Historic house in New York, United States

Wallace K. Harrison Estate is a historic estate located at West Hills in Suffolk County, New York, the home of architect Wallace K. Harrison of the New York firm Harrison & Abramovitz. The estate home is a rambling, one story flat roofed concrete main house with a two-story circular living room near the center. It was built in 1929 in the International style. Also on the estate are a garage, two guest cottages, a studio, and a circular swimming pool. The property was purchased by Harrison and his wife in the early 1930s. Harrison bought a prefabricated house for $1000, the Aluminaire House, designed by A. Lawrence Kocher and Albert Frey for the Architectural League Show of 1931 in New York. He also embarked on the main house, which was initially built as a wing to what was called the "Tin House." As the complex grew the Tin House was relocated and became a guest cottage.

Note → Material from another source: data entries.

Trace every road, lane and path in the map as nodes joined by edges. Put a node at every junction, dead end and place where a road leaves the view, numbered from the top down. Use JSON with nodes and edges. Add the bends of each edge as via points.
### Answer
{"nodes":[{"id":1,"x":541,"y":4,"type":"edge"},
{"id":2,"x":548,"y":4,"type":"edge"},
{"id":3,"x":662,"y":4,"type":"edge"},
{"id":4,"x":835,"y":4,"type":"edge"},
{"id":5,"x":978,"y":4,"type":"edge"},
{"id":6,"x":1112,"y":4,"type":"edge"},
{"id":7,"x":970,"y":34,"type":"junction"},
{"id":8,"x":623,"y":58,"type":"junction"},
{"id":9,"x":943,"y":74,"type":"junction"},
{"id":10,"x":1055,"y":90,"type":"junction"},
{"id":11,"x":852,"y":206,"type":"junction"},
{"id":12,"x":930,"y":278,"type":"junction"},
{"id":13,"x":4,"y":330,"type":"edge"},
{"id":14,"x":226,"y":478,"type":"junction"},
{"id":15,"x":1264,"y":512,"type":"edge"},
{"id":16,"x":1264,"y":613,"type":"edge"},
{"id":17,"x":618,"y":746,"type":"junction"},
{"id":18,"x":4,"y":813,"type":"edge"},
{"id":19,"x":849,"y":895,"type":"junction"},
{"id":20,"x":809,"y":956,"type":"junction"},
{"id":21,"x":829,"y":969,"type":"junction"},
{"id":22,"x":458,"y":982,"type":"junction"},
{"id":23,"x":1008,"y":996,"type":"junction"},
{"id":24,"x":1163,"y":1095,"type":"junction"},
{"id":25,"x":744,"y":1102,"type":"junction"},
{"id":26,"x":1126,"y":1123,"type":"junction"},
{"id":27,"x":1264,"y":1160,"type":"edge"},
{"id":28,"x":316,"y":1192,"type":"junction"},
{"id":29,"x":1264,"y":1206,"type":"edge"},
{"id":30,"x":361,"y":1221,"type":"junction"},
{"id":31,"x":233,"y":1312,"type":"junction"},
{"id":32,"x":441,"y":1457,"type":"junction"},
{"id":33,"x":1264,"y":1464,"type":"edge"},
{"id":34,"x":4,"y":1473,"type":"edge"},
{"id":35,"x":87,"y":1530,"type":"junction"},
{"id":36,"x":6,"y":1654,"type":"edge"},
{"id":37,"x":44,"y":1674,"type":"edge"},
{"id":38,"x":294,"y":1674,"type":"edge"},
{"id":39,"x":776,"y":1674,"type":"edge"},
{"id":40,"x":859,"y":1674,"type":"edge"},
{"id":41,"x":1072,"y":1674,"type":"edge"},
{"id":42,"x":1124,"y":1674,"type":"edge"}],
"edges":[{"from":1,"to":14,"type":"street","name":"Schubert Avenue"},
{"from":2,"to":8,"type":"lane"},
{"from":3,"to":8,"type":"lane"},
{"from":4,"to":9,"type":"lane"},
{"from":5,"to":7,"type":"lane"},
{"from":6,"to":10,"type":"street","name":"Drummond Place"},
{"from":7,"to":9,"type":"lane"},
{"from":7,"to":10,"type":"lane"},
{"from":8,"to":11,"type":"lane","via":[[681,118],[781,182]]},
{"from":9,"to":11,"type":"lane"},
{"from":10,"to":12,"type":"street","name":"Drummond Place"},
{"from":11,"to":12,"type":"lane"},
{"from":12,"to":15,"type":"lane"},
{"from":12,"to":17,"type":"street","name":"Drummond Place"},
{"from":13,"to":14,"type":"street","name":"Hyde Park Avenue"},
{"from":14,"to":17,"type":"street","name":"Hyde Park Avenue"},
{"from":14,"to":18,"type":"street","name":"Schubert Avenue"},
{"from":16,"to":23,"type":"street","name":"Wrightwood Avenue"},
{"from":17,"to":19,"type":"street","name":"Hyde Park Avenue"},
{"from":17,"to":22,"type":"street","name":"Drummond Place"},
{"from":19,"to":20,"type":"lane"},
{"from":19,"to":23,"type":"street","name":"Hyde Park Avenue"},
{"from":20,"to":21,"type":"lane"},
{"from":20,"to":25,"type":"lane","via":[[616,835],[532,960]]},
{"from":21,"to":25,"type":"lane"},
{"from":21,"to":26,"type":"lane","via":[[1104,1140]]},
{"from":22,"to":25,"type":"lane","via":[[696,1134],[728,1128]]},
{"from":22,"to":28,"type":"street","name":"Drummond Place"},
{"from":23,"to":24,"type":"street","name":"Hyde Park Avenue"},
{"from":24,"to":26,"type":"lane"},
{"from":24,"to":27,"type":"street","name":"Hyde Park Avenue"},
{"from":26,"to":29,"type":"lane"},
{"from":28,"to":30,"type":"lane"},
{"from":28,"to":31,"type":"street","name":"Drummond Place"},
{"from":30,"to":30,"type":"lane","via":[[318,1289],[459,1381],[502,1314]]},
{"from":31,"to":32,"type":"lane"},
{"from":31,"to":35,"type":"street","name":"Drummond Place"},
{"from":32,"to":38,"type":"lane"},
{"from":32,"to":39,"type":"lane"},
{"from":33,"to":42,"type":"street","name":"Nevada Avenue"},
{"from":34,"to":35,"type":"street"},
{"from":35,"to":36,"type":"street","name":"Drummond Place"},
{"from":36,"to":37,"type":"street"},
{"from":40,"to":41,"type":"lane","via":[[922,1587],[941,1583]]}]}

The estate was sold by the Harrisons in 1974 to Hester Diamond, who placed the estate on the National Register of Historic Places. Subsequent owners placed the house for sale amid concerns about potential demolition, but the house was restored by the buyers, with guidance from architects SchappacherWhite. The Aluminaire House was disassembled and acquired by the New York Institute of Technology campus at Central Islip, which reassembled it. The property is to be transferred to a trust dedicated to its maintenance.

It was added to the National Register of Historic Places in 1985.